Here is some of the mindful wisdom I got from her, the other night when we were chatting 😊:

1) Be proud of who you are.

I was reminded by her to be proud of who I am. Accept my story; be comfortable with it. Don’t apologize for my background, even if there are things I might have been ashamed of or embarrassed about in my background (inferiority; feeling like I don’t belong; living in a neighborhood not as affluent as my peers’; being different culturally and ethnically; being on “scholarship“ so I could attend a private school, etc.).

She encouraged us to be comfortable in the story that is US, and to be proud of that struggle that helped create us. And to practice and speak that voice from early on, by being authentic.

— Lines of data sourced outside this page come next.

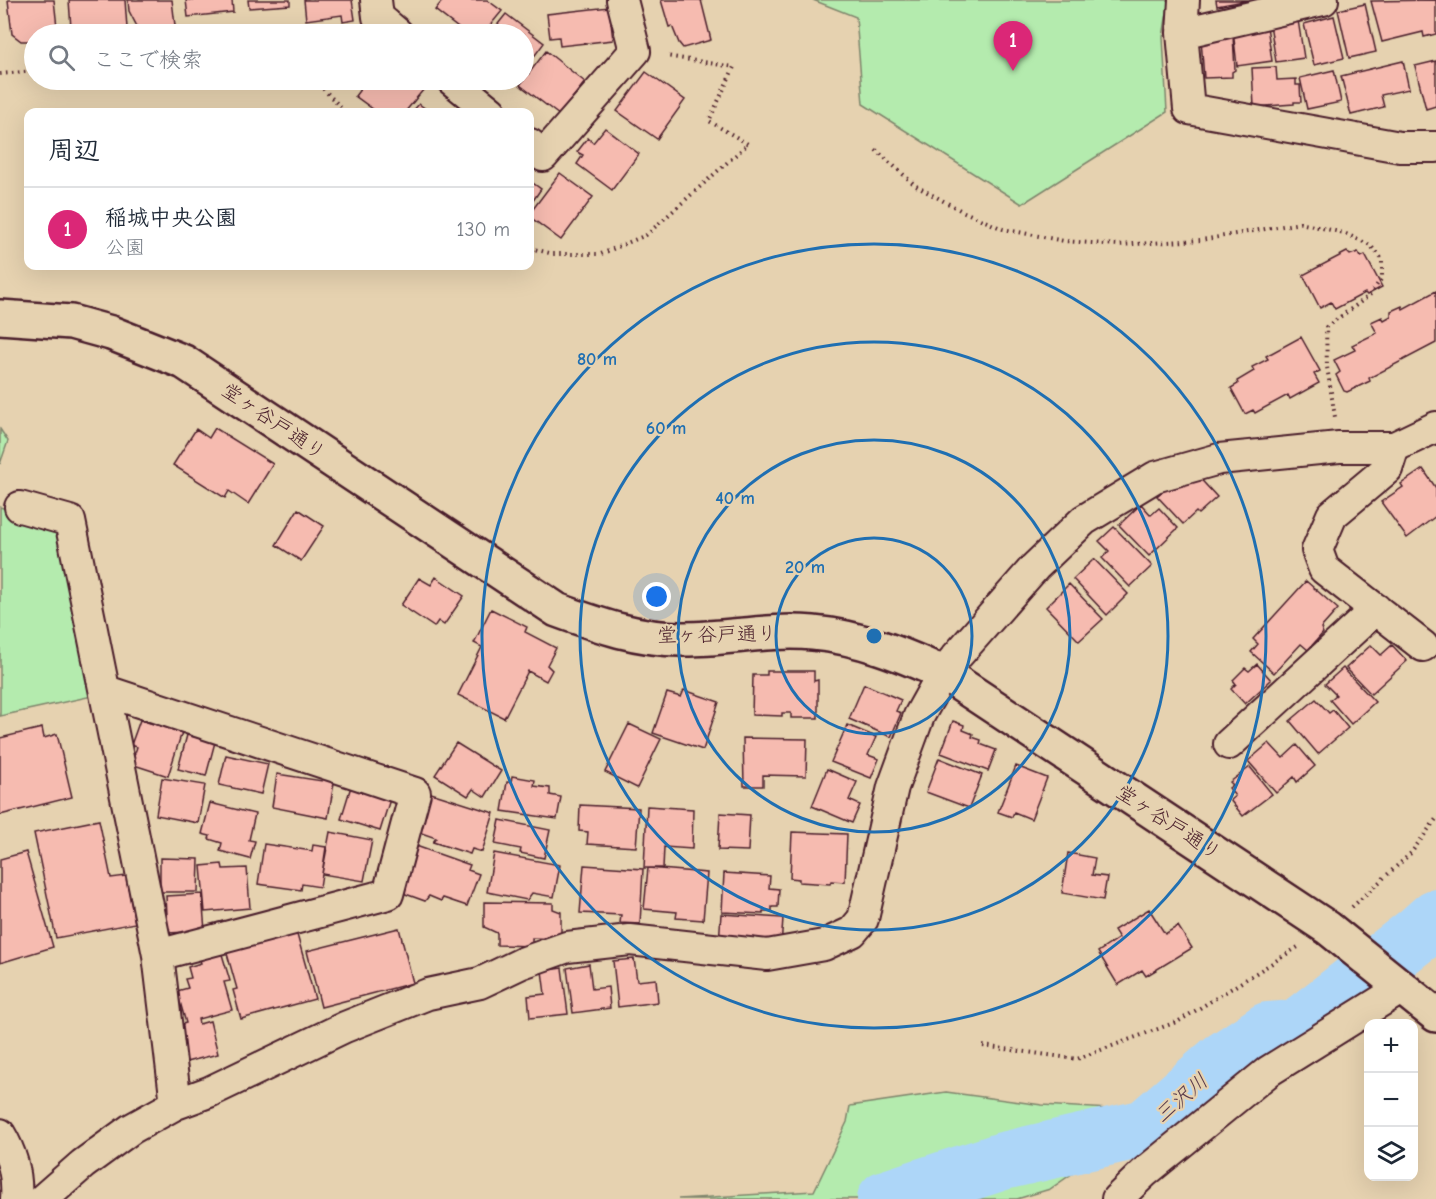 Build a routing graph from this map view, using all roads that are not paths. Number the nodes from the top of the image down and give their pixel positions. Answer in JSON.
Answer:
{"nodes":[{"id":1,"x":376,"y":0,"type":"edge"},
{"id":2,"x":622,"y":0,"type":"edge"},
{"id":3,"x":1184,"y":0,"type":"edge"},
{"id":4,"x":1323,"y":0,"type":"edge"},
{"id":5,"x":386,"y":24,"type":"edge"},
{"id":6,"x":1182,"y":33,"type":"junction"},
{"id":7,"x":464,"y":90,"type":"edge"},
{"id":8,"x":486,"y":108,"type":"edge"},
{"id":9,"x":1436,"y":147,"type":"edge"},
{"id":10,"x":534,"y":148,"type":"edge"},
{"id":11,"x":0,"y":317,"type":"edge"},
{"id":12,"x":1436,"y":427,"type":"edge"},
{"id":13,"x":1394,"y":447,"type":"junction"},
{"id":14,"x":20,"y":507,"type":"dead end"},
{"id":15,"x":1376,"y":609,"type":"junction"},
{"id":16,"x":1423,"y":646,"type":"dead end"},
{"id":17,"x":943,"y":673,"type":"junction"},
{"id":18,"x":106,"y":692,"type":"junction"},
{"id":19,"x":1229,"y":744,"type":"dead end"},
{"id":20,"x":158,"y":955,"type":"junction"},
{"id":21,"x":1402,"y":988,"type":"junction"},
{"id":22,"x":1434,"y":1009,"type":"edge"},
{"id":23,"x":176,"y":1104,"type":"junction"},
{"id":24,"x":0,"y":1134,"type":"edge"},
{"id":25,"x":16,"y":1199,"type":"edge"},
{"id":26,"x":43,"y":1199,"type":"edge"},
{"id":27,"x":1116,"y":1199,"type":"edge"}],
"edges":[{"from":1,"to":5,"type":"street"},
{"from":2,"to":10,"type":"street"},
{"from":3,"to":6,"type":"street"},
{"from":4,"to":6,"type":"street"},
{"from":6,"to":9,"type":"street"},
{"from":7,"to":8,"type":"street"},
{"from":11,"to":17,"type":"street","name":"堂ヶ谷戸通り"},
{"from":12,"to":13,"type":"street"},
{"from":13,"to":15,"type":"street"},
{"from":13,"to":17,"type":"street"},
{"from":14,"to":18,"type":"street"},
{"from":15,"to":16,"type":"street"},
{"from":15,"to":19,"type":"street"},
{"from":17,"to":21,"type":"street","name":"堂ヶ谷戸通り"},
{"from":17,"to":23,"type":"street"},
{"from":18,"to":20,"type":"street"},
{"from":18,"to":20,"type":"street"},
{"from":20,"to":23,"type":"street"},
{"from":21,"to":22,"type":"street"},
{"from":21,"to":27,"type":"street"},
{"from":23,"to":26,"type":"street"},
{"from":24,"to":25,"type":"street"}]}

Owning what we come from is empowering, and helps to give us a seat at the table.

2) High points in life have more to do with experiences with people than with achievements.

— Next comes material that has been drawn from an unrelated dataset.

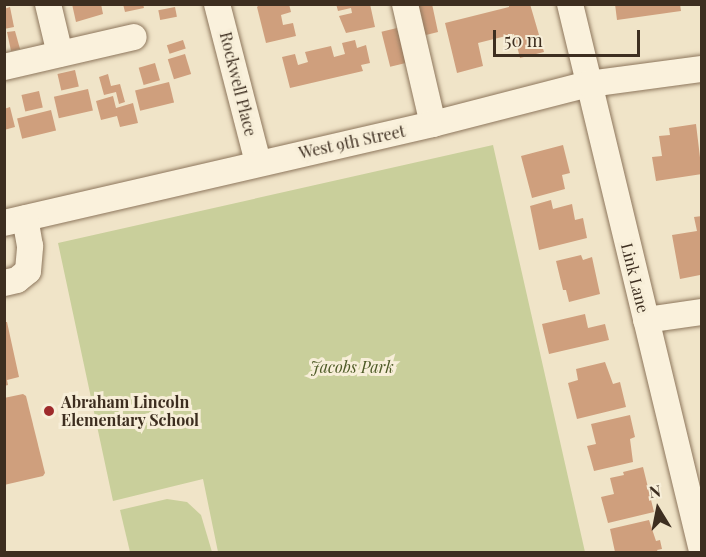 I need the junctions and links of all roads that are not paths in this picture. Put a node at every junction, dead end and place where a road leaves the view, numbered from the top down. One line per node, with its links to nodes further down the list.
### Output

Michelle talked about some true highlights she’d had while being the First Lady – all of them had to do with kids and young people, and her experiences with them.

She and Barack tried to bring cultural events to the White House that ordinarily would not have been seen there. At one spoken word event in the White House, a young man showed up, ready to perform his rap about Alexander Hamilton. Her and Barack Obama said “OK“ with slightly raised eyebrows but then once they heard him, they were impressed. They asked what he was going to do next. He said “I’m going to produce a whole Broadway musical about him“. Michelle and Barack were skeptical and raised their eyebrows again and said “OK… Well good luck with that…“ His name was Lin Manuel Miranda! She had been deeply impressed and touched by his enthusiasm, commitment, and determination. This was definitely a highlight in her time at the White House.

Of course, there were some very, very low moments too, while in office, that also had to do with young people. She wept to have to console so many parents and loved ones of children or young people who had been senselessly shot. It was hard enough to be present to Gold Star families who had lost a family member in the military, but to have to console hard-working parents who had simply sent their children off to school that day, only to lose them – was beyond unbearable.

All she could do was to attempt to be there for them. She talked about taking her self out of the equation; not being there for herself, but being there completely for them. Giving a hug and trying to identify with their plight, even though she knew in her heart how impossible that task was.

3) Parenting requires consistency, stability and a lot of love.

Kids are resilient. They can smell out inauthenticity. They need to be taught how to face their struggles, and that life isn’t always fair or easy. She works with kids who are beating the odds every day. They may start out behind, but still have great capacity to thrive.

Parents help raise good kids by having common sense, a hard work ethic, being practical, sharing lessons of how to handle money, not complaining, working hard, being accountable; rather than by doing all the hard work for their kids or not letting them make mistakes, and certainly not by giving them everything. And Parents need lots of support while they raise those kids. She underlined that there is no shame in asking for help.

She repeated several times how many good decent hard-working people there are out there – not being greedy and trying to get rich, but just intent on raising their kids and enjoying their time with them, providing a good family life and caring for family members in the community we live in. She emphasized that THAT is our foundation in America.

4) Sometimes supporting your loved one is more important than doing what you want…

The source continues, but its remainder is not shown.